━━━ EXCERPTED DATA
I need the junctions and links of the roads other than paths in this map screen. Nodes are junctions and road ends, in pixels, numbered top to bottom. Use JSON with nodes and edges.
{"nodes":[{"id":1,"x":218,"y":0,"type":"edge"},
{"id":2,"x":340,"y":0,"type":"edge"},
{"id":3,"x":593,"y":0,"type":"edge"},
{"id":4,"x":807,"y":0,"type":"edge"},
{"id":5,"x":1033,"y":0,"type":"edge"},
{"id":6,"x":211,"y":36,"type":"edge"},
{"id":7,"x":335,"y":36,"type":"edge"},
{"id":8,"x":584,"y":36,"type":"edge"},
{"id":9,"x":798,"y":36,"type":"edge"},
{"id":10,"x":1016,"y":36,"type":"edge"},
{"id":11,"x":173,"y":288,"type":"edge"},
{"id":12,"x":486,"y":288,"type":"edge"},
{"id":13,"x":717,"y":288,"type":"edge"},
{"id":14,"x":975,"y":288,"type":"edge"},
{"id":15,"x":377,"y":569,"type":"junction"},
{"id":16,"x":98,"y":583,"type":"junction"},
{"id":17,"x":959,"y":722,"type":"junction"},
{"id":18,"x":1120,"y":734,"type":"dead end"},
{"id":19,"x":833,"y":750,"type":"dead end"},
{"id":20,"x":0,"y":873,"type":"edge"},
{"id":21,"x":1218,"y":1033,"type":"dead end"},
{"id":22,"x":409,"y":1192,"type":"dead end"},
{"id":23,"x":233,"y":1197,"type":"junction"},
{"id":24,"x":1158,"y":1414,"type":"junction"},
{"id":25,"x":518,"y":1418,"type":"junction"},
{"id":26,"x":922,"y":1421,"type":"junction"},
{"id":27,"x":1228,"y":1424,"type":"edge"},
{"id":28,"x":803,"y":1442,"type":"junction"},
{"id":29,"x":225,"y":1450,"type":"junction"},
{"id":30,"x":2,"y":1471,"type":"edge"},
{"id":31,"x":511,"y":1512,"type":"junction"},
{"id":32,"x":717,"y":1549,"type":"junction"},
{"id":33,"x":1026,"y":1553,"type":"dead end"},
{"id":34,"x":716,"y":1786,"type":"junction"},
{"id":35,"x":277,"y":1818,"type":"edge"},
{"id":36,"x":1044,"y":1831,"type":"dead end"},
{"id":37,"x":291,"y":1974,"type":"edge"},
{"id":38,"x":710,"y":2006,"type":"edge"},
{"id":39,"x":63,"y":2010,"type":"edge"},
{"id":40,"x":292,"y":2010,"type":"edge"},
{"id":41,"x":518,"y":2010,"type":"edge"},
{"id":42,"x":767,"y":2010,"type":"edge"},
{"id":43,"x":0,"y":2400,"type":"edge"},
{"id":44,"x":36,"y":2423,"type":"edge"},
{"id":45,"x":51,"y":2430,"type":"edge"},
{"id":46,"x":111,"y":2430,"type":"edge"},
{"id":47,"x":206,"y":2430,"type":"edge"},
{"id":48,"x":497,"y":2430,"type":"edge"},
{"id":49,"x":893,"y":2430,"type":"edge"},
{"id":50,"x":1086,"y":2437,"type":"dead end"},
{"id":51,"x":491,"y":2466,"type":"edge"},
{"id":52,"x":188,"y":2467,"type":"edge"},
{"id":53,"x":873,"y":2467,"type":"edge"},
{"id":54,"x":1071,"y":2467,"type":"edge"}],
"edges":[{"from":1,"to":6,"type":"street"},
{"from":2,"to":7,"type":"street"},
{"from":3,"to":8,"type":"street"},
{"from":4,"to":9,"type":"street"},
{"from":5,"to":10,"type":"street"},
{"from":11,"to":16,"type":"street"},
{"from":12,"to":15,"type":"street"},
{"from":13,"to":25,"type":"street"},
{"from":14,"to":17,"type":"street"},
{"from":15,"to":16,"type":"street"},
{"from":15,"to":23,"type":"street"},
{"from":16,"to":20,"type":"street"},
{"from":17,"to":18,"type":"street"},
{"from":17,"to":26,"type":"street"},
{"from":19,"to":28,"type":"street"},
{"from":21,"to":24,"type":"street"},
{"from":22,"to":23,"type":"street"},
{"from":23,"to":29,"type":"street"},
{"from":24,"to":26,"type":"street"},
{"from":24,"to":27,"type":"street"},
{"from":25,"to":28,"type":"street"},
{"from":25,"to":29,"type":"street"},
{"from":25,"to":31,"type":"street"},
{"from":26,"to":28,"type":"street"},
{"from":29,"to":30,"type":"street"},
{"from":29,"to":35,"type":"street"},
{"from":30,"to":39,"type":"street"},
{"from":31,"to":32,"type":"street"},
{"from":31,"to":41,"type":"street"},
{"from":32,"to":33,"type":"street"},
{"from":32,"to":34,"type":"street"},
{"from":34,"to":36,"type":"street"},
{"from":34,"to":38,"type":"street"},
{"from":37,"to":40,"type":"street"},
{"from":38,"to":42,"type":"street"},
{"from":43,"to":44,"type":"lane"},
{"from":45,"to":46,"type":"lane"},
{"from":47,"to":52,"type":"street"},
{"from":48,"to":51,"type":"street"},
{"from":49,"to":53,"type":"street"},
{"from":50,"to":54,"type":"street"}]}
━━━━━━
ABOUT THIS TASK: Where does "nodes" occur in the data? Copy each line that has it.

RESULT OF THIS EXERCISE:
I need the junctions and links of the roads other than paths in this map screen. Nodes are junctions and road ends, in pixels, numbered top to bottom. Use JSON with nodes and edges.
{"nodes":[{"id":1,"x":218,"y":0,"type":"edge"},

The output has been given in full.